KeyStone’s Stock Talk Podcast Episode 136

This week we start our discussion with a new U.S. ETF that has been getting a great deal of attention. The VanEck Vectors Social Sentiment ETF (BUZZ) – apparently the ETF is able to “cut through the noise of millions of online conversations to identify stocks with bullish investor sentiment.” And trade them. We will give you our thoughts.

Our Case For / Case Against debate is back to take a look at TFI International (TFII:TSX), a North American leader in the transportation and logistics industry, operating in Canada and the U.S. Brennan argues the bear case, Aaron has the bull case, and I sit in as judge, jury, and executioner.

In our YSOT segment we answer a listener question on Cameco Corporation (CCO:TSX), one of the world’s largest uranium producers. The company’s shares have performed well at the start of 2021, following renewed optimism in the nuclear power market after doing little but decline for 10-years. We will let you know if the move is sustainable.


TFI International (TFII:TSX)

Current Price: $90.77

Market Cap: $8.5 Billion

 What does the company do? 

TFI International is a North American leader in the transportation and logistics industry, operating in Canada and the U.S. It operates in the Package and Courier, Less-than-Truckload, Truckload, and Logistics segments.

Against Case:

  • Topline Revenue growth has stalled, coming in at $3.48B in 2020, 2019 and 2018 and after fuel surcharges, revenue has actually declined 4% over the past three years.
  • Profitability margins are increasing, but this continued margin expansion is not sustainable over the long term to drive a stocks share price.
    1. Diesel Retail Fuel costs have increased over 30% in the last 5 months alone, which could put negative pressure on margins in the future.
  • TFI has a lot of debt on their balance sheet, coming in with a net debt balance of $1.2B. And with the recent increase in prime rates, TFI’s debt service is likely to become more expensive in the future.
  • Currently trading with an EV/EBITDA multiple of 14x – showing that TFI is rather expensive considering the business offers no topline revenue growth. And how much further can margin expansion lead to growth going forward with no topline growth.… not much in my opinion.



Cameco Corporation (CCO:TSX)

Price: $20.23

Market Cap: $8.036 Billion

What does Cameco do?

Cameco is one of the world’s largest uranium producers. The company’s flagship McArthur River and Cigar Lake mines are located in the Athabasca Basin in Saskatchewan, Canada

Recent News – Driving Share Price Gains

The stock has gained 42% in the past 6-months.
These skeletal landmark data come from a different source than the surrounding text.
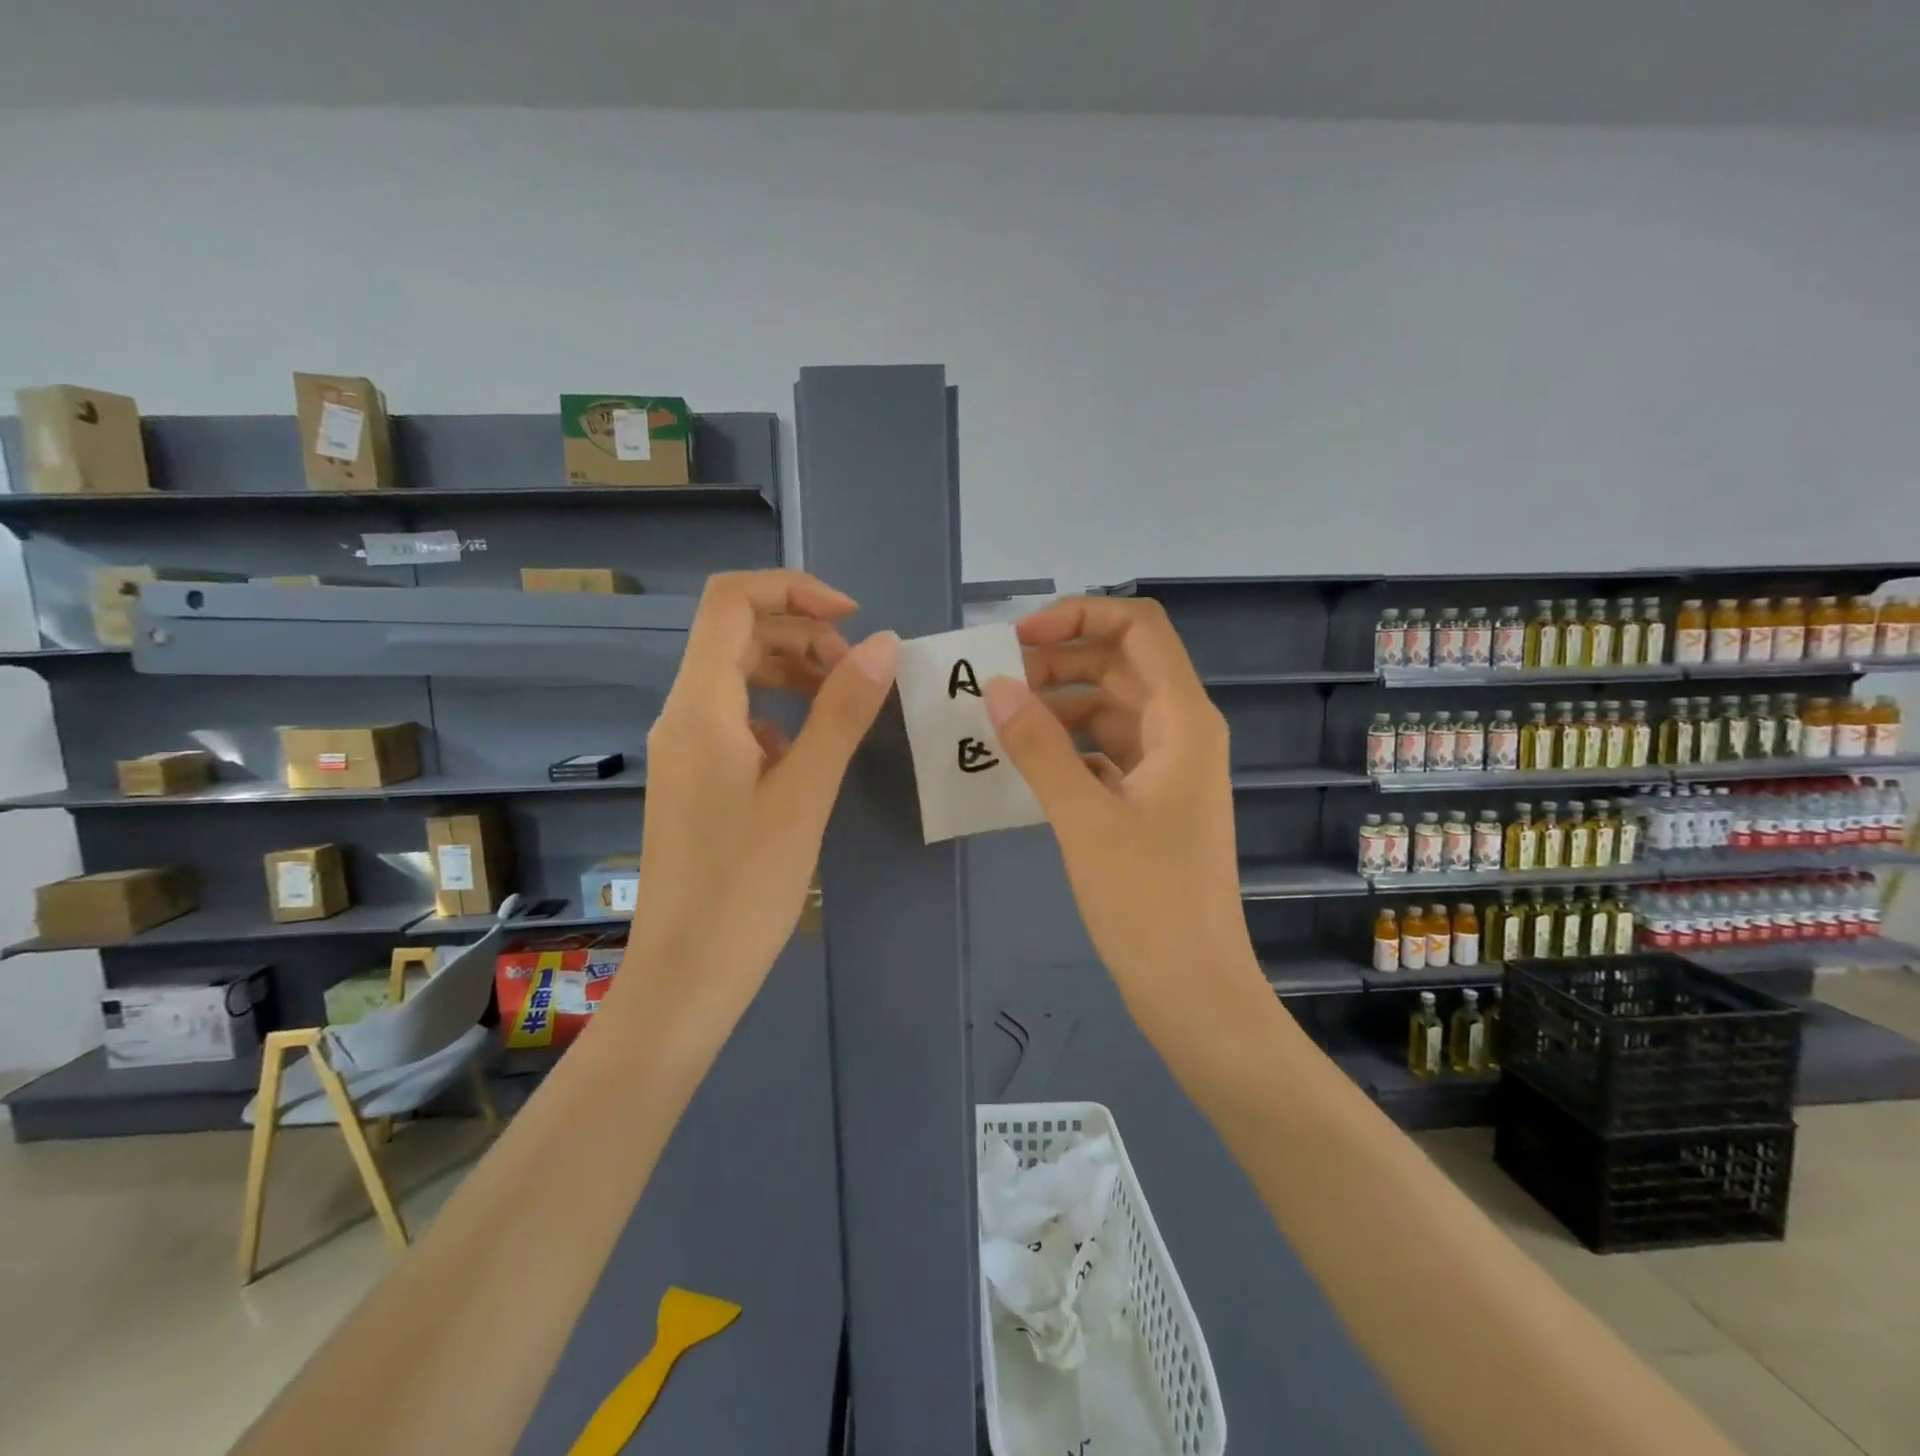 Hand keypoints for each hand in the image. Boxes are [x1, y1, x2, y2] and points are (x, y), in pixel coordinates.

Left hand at [627, 569, 898, 986]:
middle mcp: (683, 714)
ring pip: (737, 674)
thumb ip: (843, 712)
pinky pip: (737, 717)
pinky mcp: (696, 777)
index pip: (731, 601)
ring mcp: (685, 747)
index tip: (854, 619)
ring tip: (844, 702)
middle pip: (737, 633)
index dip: (794, 589)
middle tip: (858, 673)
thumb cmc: (746, 886)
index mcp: (700, 706)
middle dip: (802, 634)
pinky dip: (779, 712)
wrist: (687, 974)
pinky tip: (809, 751)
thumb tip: (885, 644)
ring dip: (793, 670)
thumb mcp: (805, 792)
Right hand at [983, 597, 1261, 1010]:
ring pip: (1109, 709)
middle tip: (996, 684)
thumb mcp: (1084, 818)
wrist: (1192, 988)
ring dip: (1058, 705)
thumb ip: (1039, 746)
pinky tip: (1025, 761)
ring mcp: (1166, 767)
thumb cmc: (1147, 901)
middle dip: (1058, 661)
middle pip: (1119, 665)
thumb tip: (997, 686)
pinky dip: (1066, 746)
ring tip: (1000, 721)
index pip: (1138, 629)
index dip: (1080, 616)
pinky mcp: (1149, 800)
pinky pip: (1104, 751)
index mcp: (1182, 720)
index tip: (1019, 639)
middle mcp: (1180, 731)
We believe that the energy transition theme is feeding into increased investor interest in nuclear power, combined with the potential that the new Biden Administration takes a more friendly stance towards the sector. This

could provide nuclear utilities with increased confidence to return to the uranium term-contracting market. In our view, the challenge for investors is assessing the time frame over which this evolving scenario could play out.

In the interim, the uranium market has started off the year quietly and the spot price has slipped below the US$29/lb level for the first time since April 2020. Pricing environment currently is not great.


What are we looking for in a great investment?

Historically strong revenue growth, a path to revenue growth going forward. Profitable growth with the potential to increase profit margins overtime. A strong or well managed balance sheet. In the case of the growth, we look at whether or not it is organic or from accretive acquisitions (skillfully executed). Many other factors, but these give us an idea as to whether the business has been well run.

In the case of Cameco: over the last 4 years revenues have declined. Operating profits have gone from $237 million to a loss of $40 million last year. Not inspiring performance.

An investment (or in this case bet), on Cameco comes down to where you think the nuclear power market will be 5-10 years. And in your confidence in management’s ability to manage its mines and grow long-term. If you are positive on these, then it could work to your favour. The operating performance over the past 5-10 years gives no indication the company is worth investing in. Again, it is a bet on uranium long-term which is uncertain and Cameco holds mine specific risk. If one was bullish on nuclear power long-term spreading a bet out over a Uranium ETF might be a better bet rather than on a company that will face more losses in 2021.